··· Input ···
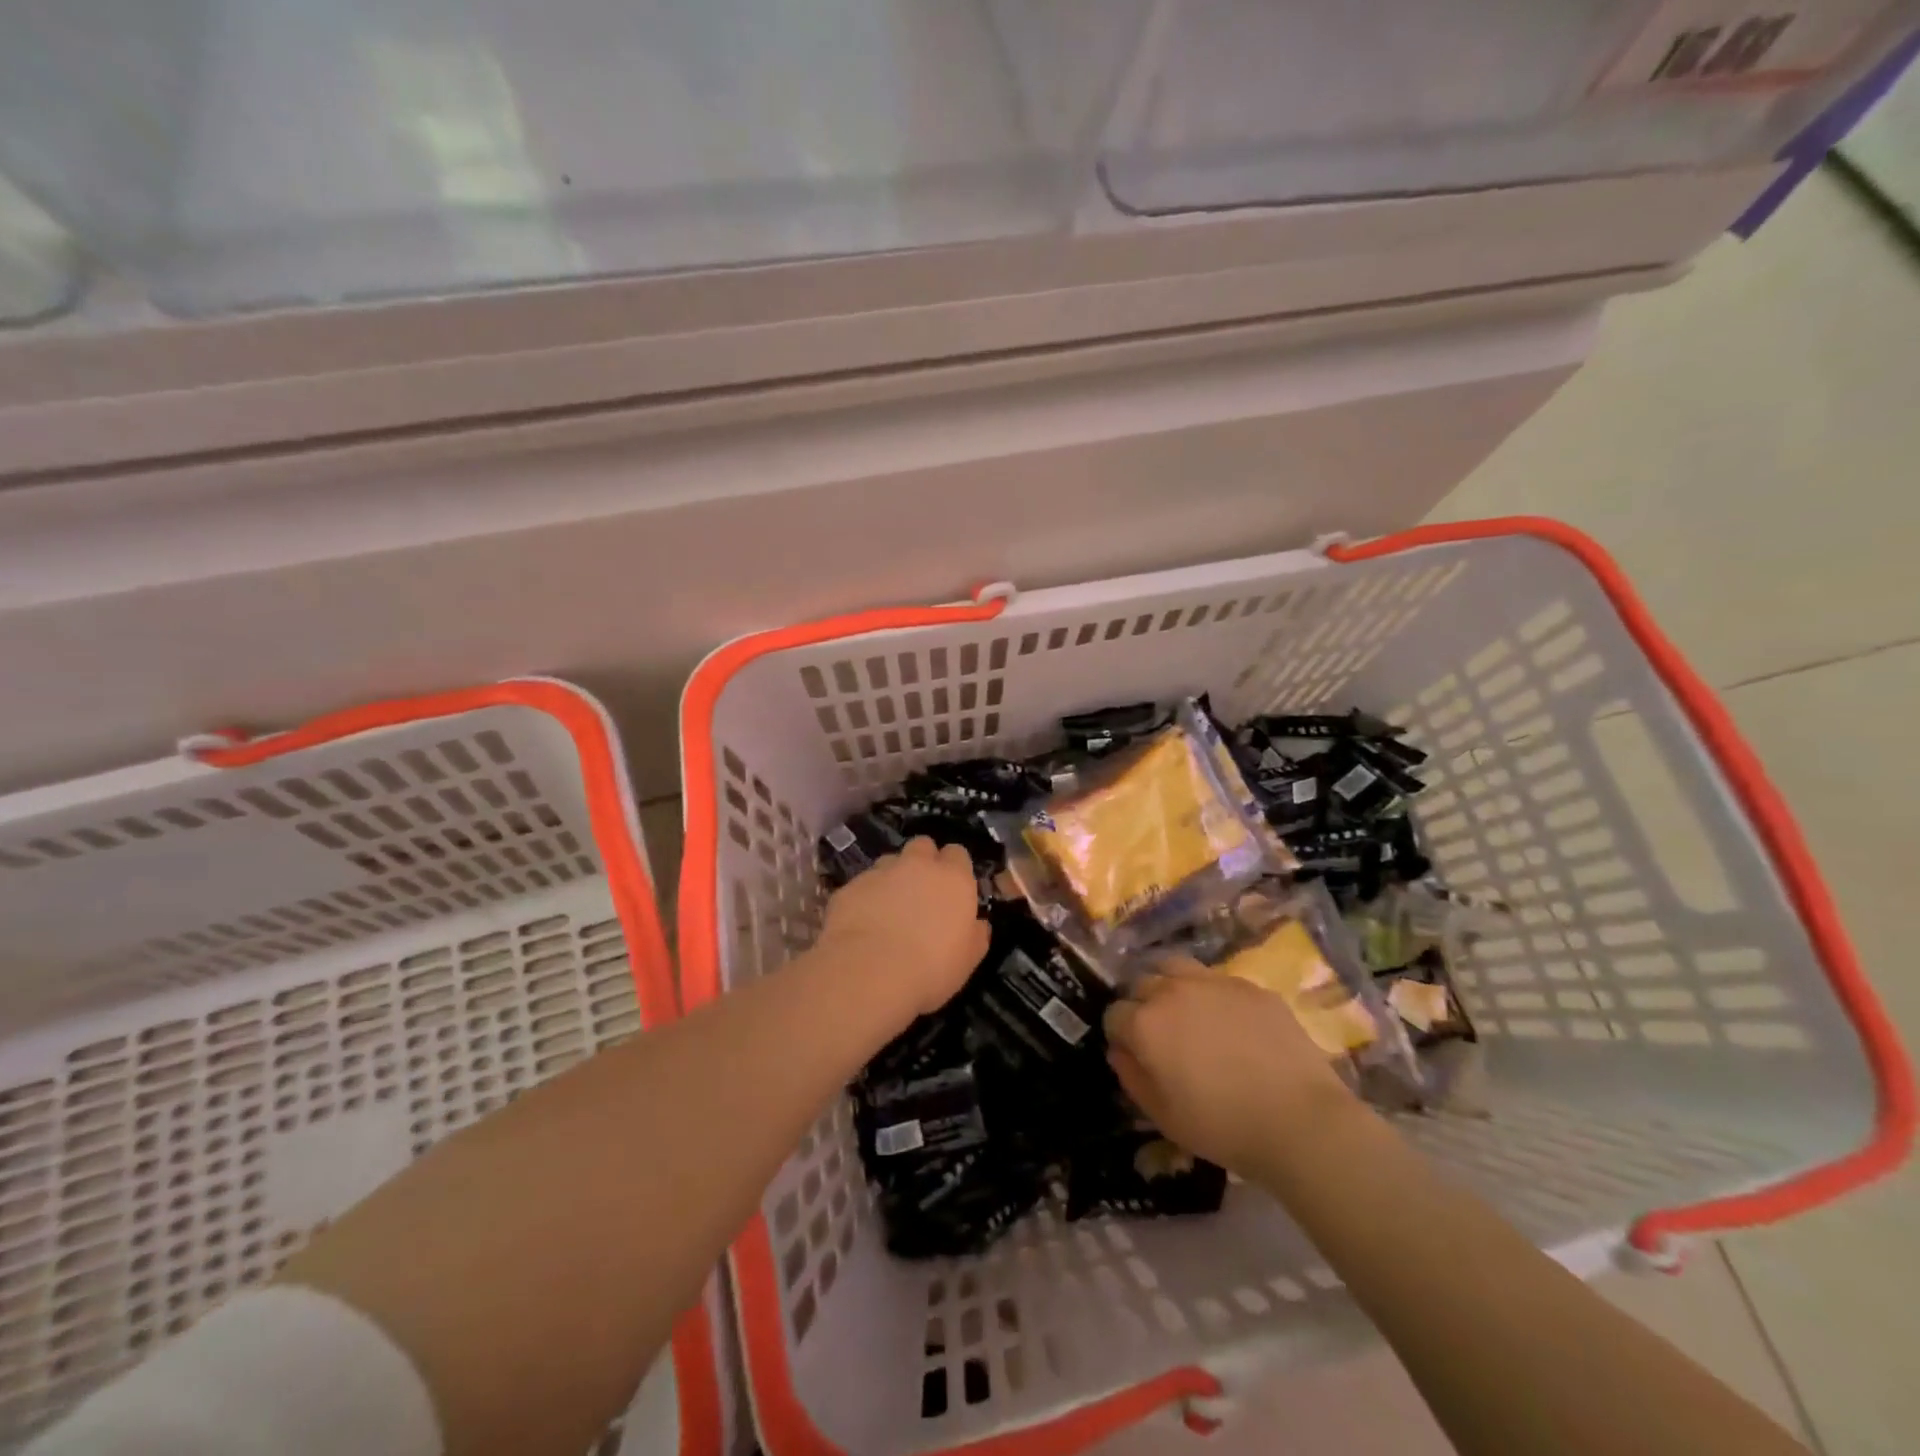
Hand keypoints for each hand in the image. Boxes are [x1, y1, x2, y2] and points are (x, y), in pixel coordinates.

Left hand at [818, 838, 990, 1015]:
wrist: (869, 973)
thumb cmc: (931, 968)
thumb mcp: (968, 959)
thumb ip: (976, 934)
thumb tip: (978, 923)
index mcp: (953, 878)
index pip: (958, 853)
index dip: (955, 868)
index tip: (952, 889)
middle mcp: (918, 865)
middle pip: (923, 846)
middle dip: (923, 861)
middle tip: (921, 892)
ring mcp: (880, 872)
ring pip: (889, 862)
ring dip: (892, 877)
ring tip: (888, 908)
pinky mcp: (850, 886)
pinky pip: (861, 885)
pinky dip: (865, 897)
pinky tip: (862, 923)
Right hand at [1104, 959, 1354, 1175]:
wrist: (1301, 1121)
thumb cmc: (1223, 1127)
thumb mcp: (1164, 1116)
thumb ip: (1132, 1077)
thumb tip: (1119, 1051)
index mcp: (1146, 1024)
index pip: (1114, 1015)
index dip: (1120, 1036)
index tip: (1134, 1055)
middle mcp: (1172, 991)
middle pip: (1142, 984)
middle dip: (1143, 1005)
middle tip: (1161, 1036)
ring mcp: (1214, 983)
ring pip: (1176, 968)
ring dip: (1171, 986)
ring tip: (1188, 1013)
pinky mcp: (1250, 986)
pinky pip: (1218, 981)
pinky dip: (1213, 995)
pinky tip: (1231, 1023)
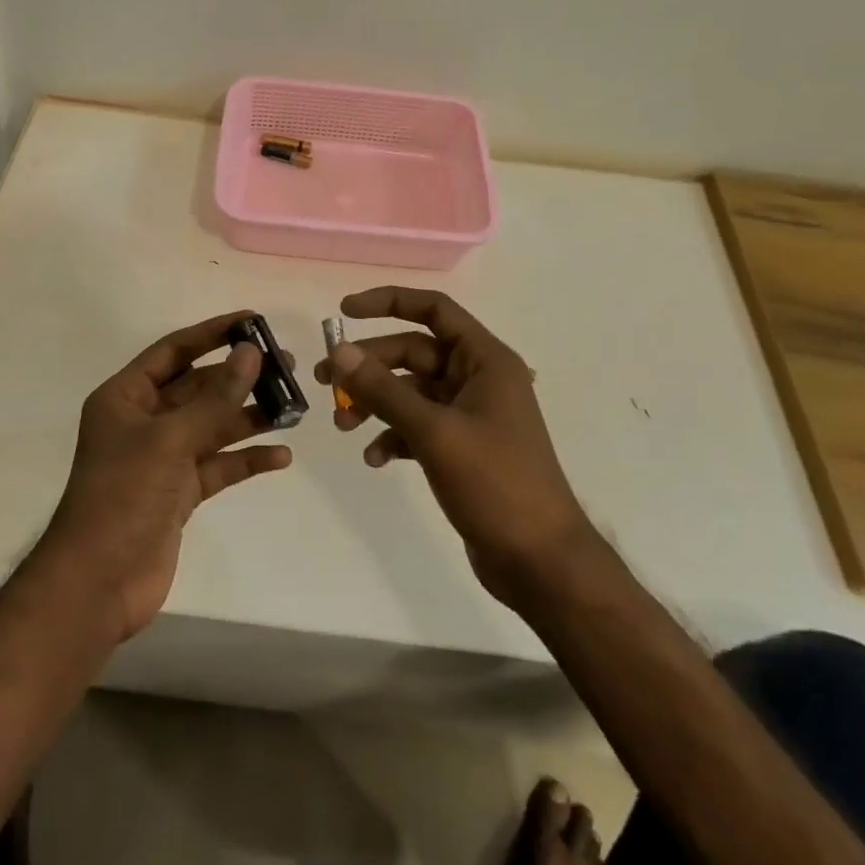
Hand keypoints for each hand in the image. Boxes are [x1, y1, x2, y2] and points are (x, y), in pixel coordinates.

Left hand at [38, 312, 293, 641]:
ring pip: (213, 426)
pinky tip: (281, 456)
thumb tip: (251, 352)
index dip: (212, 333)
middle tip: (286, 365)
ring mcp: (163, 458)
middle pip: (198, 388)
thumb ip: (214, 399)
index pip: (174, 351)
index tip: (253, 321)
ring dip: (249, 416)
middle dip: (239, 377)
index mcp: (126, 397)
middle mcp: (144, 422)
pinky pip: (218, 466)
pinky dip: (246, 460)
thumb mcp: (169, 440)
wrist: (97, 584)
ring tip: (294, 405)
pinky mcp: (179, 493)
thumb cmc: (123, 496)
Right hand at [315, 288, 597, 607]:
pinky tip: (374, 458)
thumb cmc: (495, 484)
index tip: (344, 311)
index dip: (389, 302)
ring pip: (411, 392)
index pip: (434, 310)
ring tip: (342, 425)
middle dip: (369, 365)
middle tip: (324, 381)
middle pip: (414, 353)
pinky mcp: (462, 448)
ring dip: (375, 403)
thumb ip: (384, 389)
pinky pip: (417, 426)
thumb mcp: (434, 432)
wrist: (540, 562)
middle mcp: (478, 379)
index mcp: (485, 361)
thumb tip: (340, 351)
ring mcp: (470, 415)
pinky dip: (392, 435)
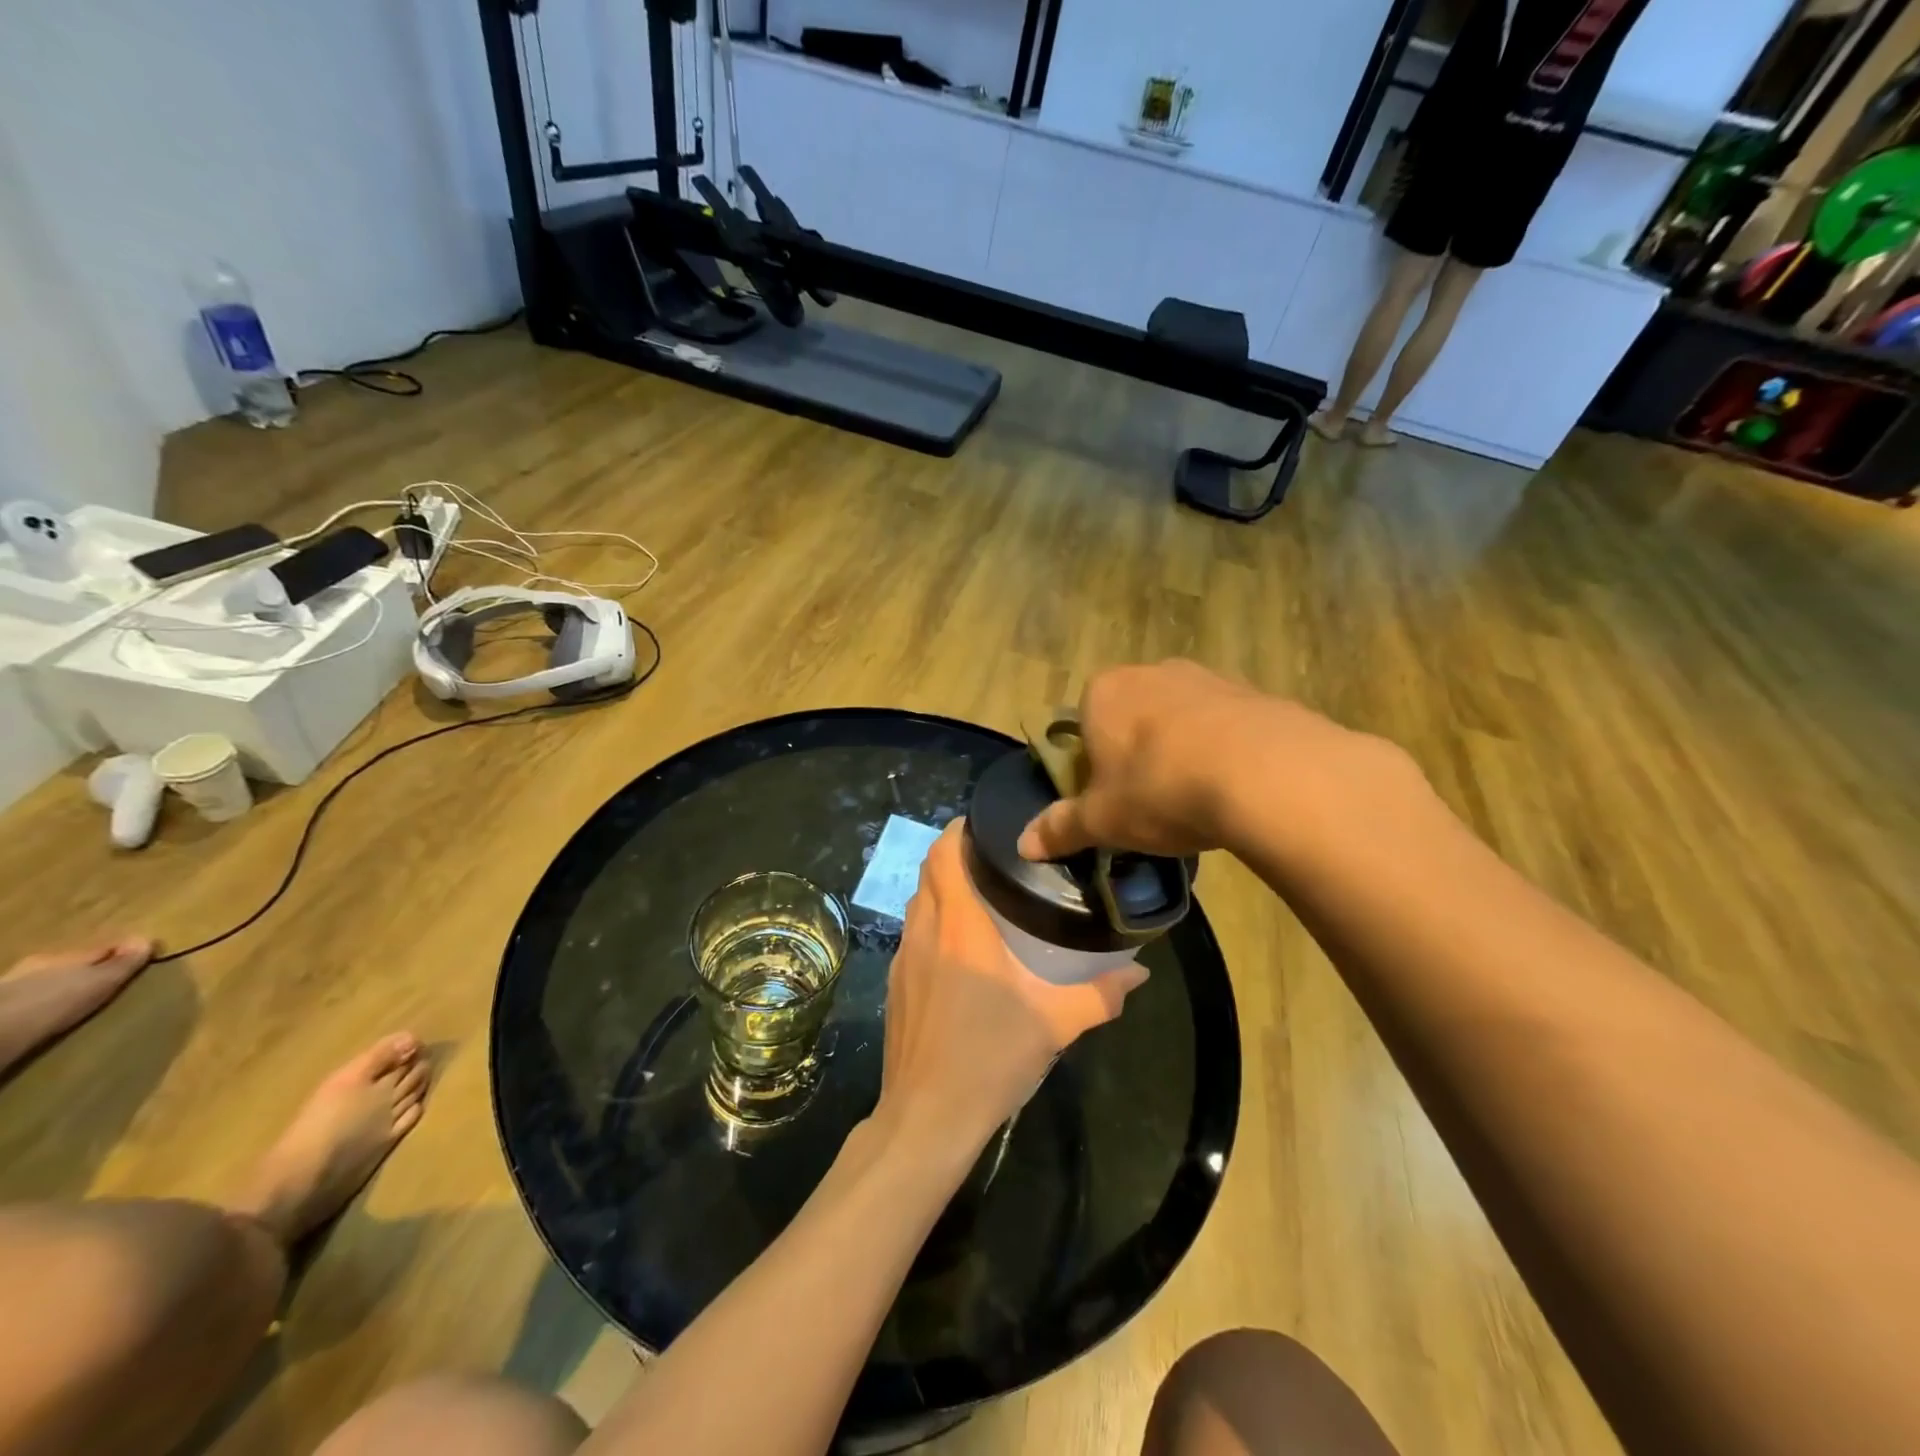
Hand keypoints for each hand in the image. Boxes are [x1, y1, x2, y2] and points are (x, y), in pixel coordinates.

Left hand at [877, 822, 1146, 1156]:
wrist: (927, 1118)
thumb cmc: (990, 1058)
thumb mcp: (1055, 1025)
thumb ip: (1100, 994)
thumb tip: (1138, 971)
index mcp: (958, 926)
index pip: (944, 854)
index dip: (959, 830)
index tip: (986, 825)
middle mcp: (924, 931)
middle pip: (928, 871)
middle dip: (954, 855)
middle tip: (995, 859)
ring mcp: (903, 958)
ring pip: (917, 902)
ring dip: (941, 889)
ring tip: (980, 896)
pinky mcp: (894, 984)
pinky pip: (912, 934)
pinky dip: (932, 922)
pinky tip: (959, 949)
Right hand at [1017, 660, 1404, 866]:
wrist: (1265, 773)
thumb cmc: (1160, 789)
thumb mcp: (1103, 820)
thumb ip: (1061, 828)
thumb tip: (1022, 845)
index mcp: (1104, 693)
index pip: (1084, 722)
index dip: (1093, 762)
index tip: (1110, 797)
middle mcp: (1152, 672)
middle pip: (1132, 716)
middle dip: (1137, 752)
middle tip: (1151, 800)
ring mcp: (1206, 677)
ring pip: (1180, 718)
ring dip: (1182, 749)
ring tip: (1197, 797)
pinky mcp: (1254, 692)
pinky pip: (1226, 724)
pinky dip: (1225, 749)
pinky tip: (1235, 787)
···
Your instructions:
Read the entries above, then pull out the lines that include "wrist".

Output of the task:
wrist: (869, 973)
wrist: (1301, 1121)
wrist: (97, 584)
wrist: (540, 562)
wrist: (927, 1118)
wrist: (1265, 773)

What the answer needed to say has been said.